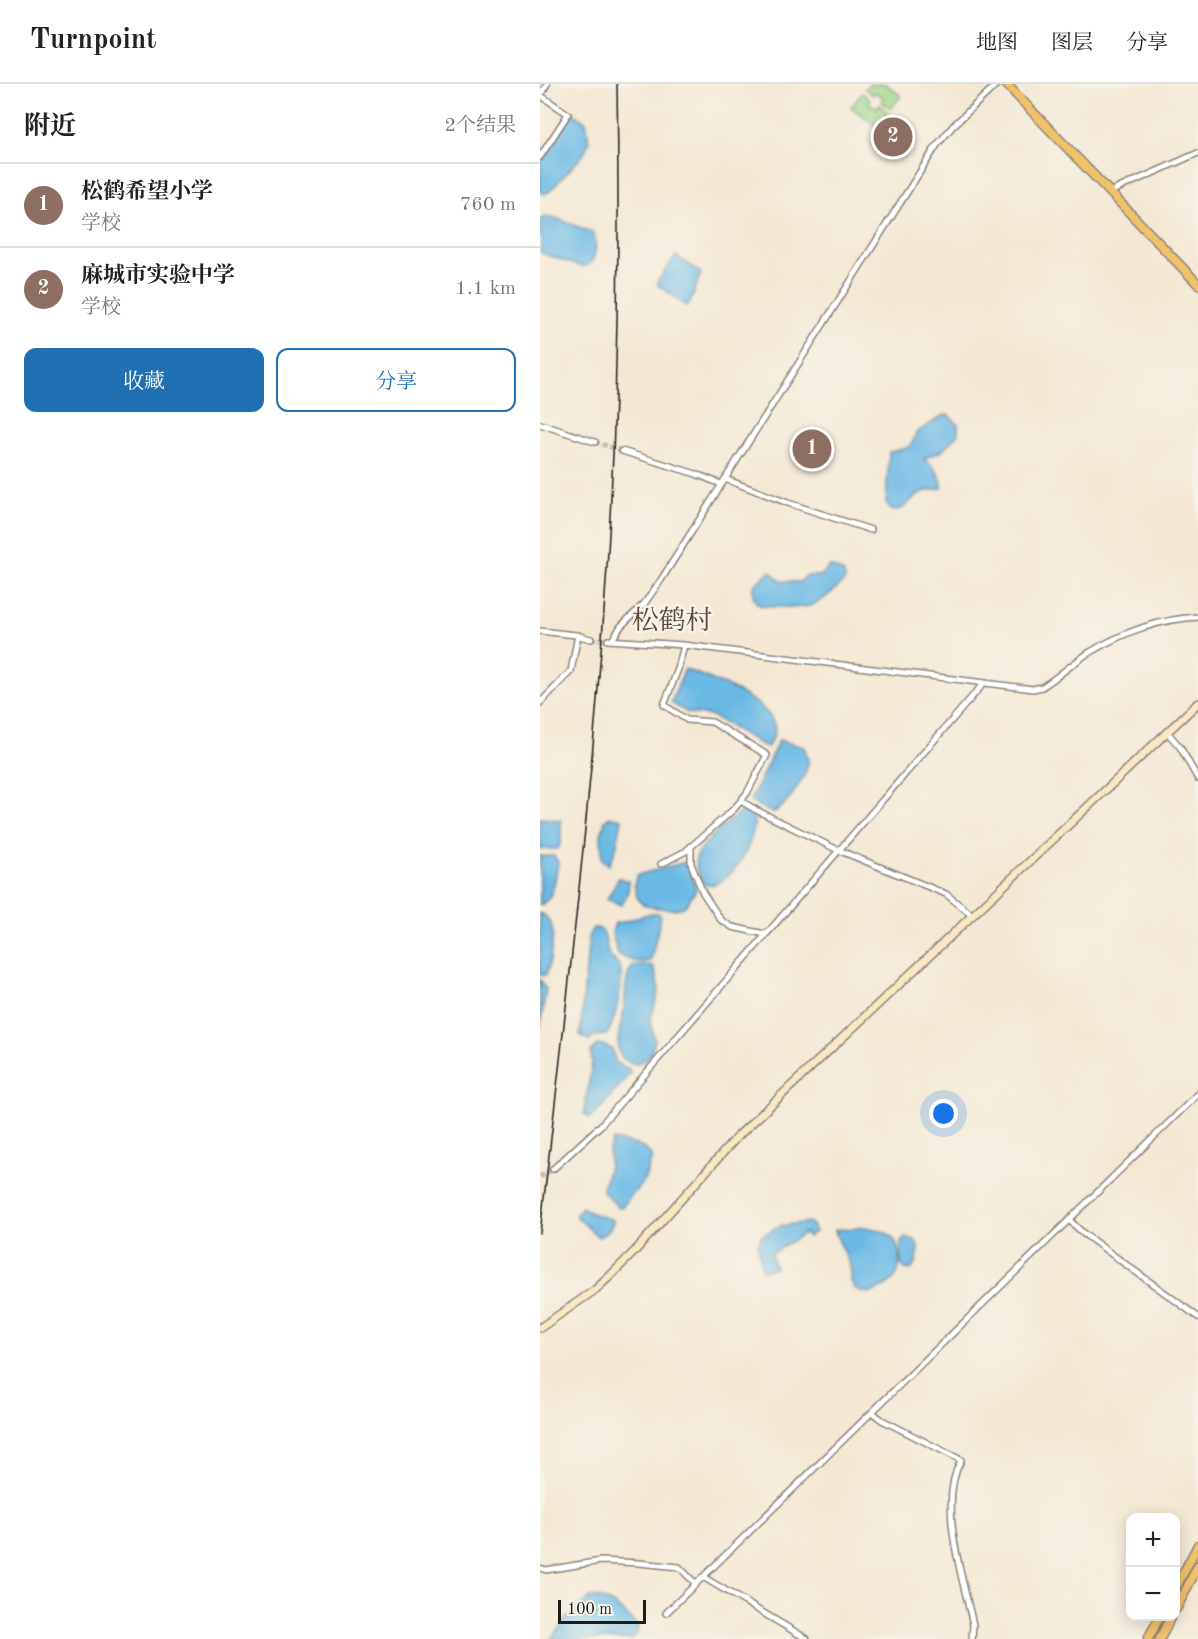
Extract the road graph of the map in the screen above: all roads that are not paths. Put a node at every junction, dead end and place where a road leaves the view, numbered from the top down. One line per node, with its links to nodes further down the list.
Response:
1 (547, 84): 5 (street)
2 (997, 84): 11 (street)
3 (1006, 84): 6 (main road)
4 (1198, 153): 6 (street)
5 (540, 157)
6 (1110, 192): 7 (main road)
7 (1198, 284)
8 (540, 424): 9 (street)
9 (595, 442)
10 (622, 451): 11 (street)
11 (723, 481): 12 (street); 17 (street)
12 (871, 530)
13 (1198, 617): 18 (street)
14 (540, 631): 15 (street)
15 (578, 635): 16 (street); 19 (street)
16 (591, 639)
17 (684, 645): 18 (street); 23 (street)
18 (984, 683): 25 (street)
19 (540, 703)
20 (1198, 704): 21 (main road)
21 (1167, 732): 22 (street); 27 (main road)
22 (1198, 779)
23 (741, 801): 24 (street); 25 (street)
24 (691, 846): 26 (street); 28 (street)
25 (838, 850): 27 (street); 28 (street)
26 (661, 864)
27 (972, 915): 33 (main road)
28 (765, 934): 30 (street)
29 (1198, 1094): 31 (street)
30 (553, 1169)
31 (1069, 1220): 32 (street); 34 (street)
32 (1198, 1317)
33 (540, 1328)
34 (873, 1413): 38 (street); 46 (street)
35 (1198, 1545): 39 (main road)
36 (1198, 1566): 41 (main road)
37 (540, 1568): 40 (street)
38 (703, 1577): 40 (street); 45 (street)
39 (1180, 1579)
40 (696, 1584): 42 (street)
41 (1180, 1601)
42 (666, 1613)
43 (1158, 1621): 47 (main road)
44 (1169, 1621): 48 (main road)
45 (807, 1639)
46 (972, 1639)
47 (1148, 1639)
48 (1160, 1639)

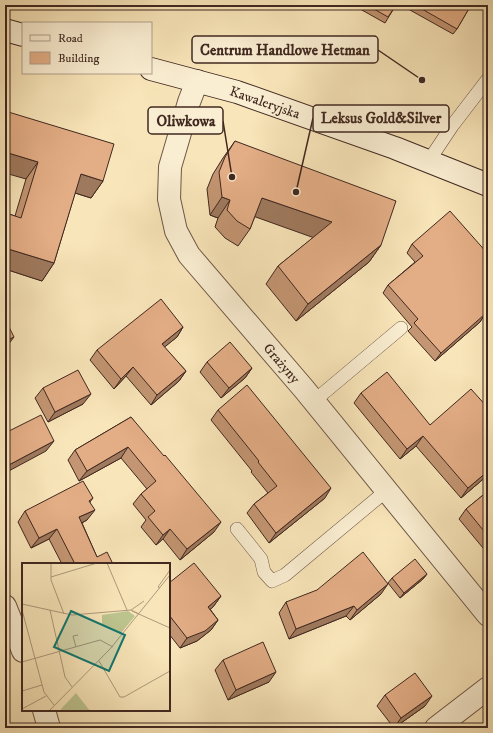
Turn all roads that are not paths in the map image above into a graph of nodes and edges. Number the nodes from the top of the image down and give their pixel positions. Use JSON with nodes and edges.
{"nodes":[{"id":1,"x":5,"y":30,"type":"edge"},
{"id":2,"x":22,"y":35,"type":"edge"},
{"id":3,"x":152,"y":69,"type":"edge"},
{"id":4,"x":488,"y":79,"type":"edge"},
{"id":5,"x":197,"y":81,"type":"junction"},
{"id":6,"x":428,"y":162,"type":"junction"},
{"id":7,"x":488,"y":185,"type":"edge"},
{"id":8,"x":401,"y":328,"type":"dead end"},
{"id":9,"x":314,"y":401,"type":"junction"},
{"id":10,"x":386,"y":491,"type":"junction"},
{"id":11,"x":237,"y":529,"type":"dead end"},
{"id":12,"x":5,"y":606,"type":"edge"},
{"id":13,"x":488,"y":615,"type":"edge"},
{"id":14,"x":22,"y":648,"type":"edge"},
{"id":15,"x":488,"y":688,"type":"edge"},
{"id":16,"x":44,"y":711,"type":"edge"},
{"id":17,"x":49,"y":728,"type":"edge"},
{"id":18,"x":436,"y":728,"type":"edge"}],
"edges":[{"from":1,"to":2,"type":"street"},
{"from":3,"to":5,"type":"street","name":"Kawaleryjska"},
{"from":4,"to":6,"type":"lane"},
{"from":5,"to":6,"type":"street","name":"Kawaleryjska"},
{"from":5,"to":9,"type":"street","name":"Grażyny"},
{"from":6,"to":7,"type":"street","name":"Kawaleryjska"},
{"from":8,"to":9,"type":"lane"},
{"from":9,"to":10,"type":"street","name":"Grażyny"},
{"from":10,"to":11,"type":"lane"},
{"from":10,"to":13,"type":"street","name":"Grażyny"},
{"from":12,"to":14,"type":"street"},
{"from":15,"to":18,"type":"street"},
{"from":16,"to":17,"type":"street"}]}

---

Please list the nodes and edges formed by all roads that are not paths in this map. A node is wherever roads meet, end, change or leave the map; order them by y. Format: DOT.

**Work task**.
Return the lines above that include the string "list".

**Output**.
Extract the road graph of the map in the screen above: all roads that are not paths. Put a node at every junction, dead end and place where a road leaves the view, numbered from the top down. One line per node, with its links to nodes further down the list.
Please list the nodes and edges formed by all roads that are not paths in this map. A node is wherever roads meet, end, change or leave the map; order them by y. Format: DOT.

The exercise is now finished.